Images with bounding boxes
══════

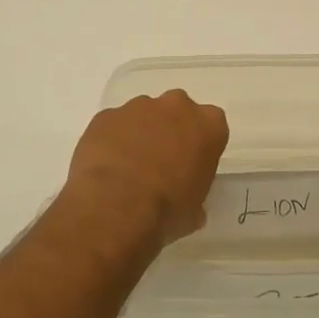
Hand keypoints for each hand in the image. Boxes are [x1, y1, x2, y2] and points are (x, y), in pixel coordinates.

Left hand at [63, 90, 229, 246]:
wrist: (116, 207)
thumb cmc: (167, 210)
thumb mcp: (194, 211)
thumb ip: (194, 194)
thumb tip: (188, 205)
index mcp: (208, 125)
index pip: (212, 126)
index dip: (200, 146)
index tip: (191, 167)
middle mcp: (176, 106)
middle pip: (177, 112)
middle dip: (170, 131)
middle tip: (161, 164)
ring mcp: (138, 107)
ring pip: (143, 115)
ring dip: (139, 134)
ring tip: (128, 170)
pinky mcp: (106, 115)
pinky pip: (113, 125)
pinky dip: (111, 141)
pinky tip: (106, 168)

══════

_WHAT YOU WILL DO_.
Scan the records for the word "hand", and copy each line where it is found.

_YOUR SOLUTION_.
Hand keypoints for each hand in the image. Boxes are [x1, y1, x2, y2] and points are (x, y), in pixel coordinates.
Left hand at [63, 90, 229, 246]:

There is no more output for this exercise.